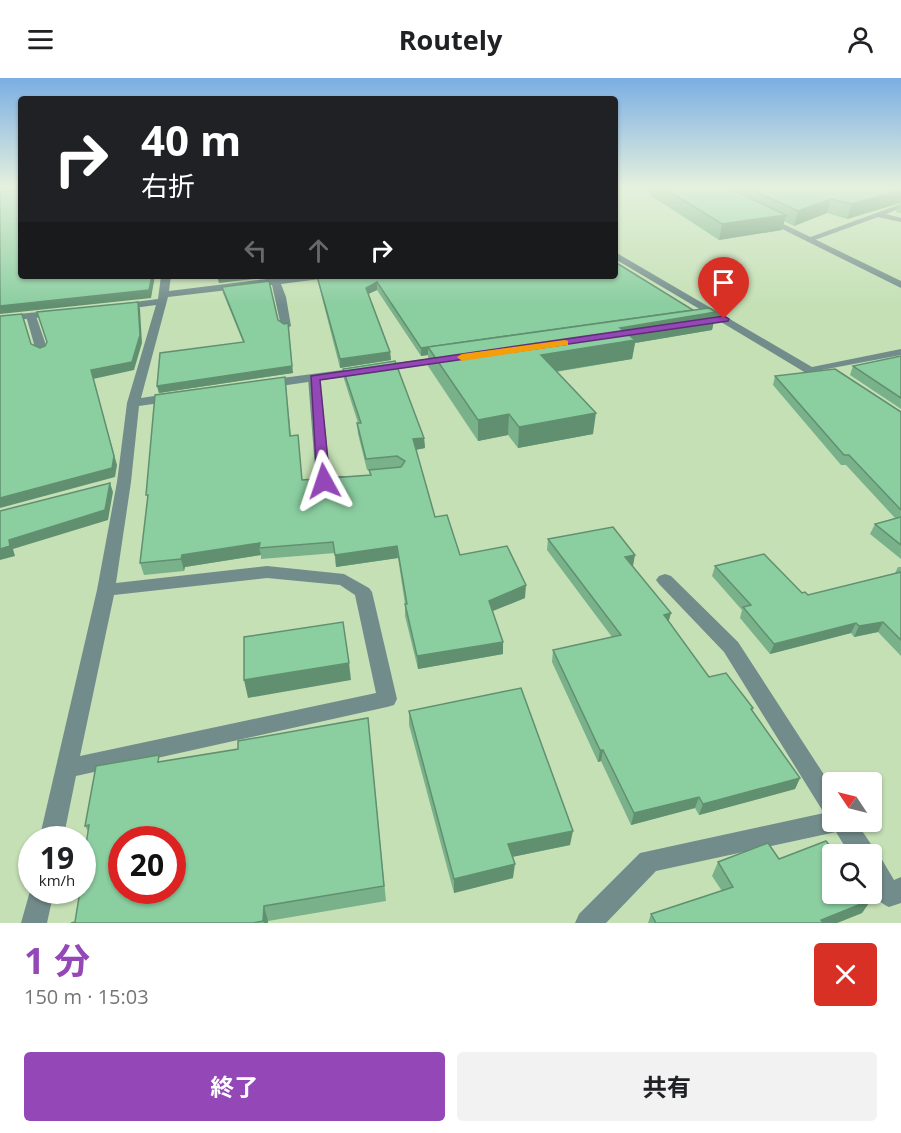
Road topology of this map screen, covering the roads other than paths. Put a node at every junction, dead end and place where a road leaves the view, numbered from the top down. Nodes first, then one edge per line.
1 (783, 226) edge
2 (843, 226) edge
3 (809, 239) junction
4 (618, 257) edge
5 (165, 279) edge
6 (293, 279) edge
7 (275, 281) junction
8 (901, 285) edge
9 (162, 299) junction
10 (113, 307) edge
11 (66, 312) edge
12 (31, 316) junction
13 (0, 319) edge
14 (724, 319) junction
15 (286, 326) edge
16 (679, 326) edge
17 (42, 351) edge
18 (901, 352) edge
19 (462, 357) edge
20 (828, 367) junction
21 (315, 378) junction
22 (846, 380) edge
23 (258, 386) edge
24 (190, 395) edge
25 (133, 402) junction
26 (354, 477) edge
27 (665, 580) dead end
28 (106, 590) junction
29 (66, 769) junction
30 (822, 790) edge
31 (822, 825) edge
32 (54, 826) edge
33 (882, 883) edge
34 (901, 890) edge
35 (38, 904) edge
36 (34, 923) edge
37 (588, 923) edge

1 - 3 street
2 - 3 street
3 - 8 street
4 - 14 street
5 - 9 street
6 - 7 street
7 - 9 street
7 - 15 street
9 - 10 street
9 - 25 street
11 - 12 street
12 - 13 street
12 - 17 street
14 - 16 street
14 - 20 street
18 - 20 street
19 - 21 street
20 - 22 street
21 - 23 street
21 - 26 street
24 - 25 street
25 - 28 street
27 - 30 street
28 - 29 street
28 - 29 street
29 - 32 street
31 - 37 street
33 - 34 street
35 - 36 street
* * *
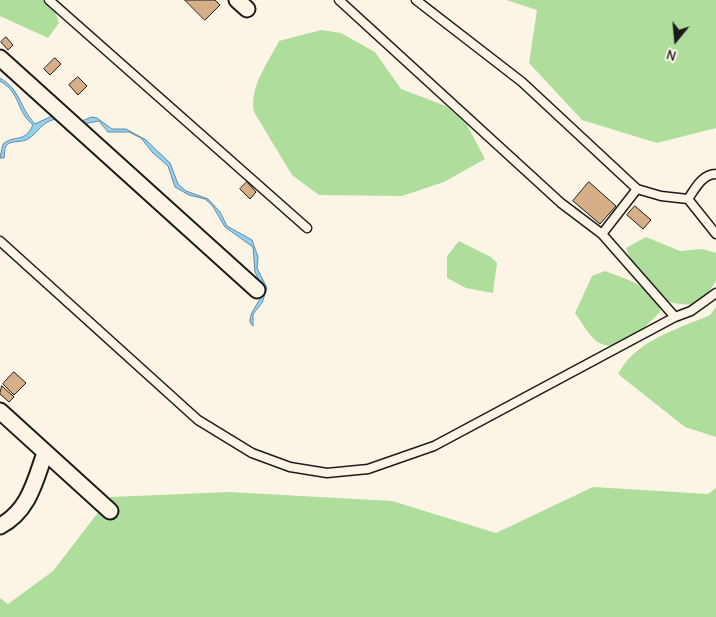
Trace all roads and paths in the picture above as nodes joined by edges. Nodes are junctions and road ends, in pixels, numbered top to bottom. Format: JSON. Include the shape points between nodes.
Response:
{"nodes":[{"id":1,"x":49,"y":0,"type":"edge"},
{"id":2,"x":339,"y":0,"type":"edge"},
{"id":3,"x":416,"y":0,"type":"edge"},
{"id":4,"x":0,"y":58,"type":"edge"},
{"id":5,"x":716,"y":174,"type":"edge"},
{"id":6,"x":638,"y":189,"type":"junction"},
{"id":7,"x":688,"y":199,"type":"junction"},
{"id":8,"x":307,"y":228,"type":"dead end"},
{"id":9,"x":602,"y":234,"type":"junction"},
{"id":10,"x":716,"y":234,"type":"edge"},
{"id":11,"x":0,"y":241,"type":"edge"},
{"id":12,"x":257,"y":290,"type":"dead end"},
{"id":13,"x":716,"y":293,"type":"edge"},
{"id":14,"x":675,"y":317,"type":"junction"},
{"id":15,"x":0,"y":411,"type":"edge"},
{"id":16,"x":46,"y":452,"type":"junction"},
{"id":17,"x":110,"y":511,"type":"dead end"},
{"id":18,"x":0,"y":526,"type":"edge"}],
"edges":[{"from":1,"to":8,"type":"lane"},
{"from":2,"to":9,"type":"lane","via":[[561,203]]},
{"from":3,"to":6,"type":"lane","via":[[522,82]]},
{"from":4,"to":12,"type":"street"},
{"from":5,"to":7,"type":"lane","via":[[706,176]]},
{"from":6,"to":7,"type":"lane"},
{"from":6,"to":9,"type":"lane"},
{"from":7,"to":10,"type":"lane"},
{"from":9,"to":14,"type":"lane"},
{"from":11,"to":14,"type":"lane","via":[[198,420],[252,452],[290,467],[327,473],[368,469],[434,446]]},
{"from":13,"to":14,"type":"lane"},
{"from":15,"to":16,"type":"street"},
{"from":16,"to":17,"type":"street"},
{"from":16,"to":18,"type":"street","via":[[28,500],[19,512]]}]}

→ WHAT YOU ARE ASKED TO DO: Scan the data above for the word "dead". Copy every line in which it is found.

→ ANSWER TO THE PROBLEM:
Road topology of this map screen, covering the roads other than paths. Put a node at every junction, dead end and place where a road leaves the view, numbered from the top down. Nodes first, then one edge per line.
27 (665, 580) dead end
{"id":8,"x":307,"y":228,"type":"dead end"},
{"id":12,"x":257,"y":290,"type":"dead end"},
{"id":17,"x":110,"y":511,"type":"dead end"},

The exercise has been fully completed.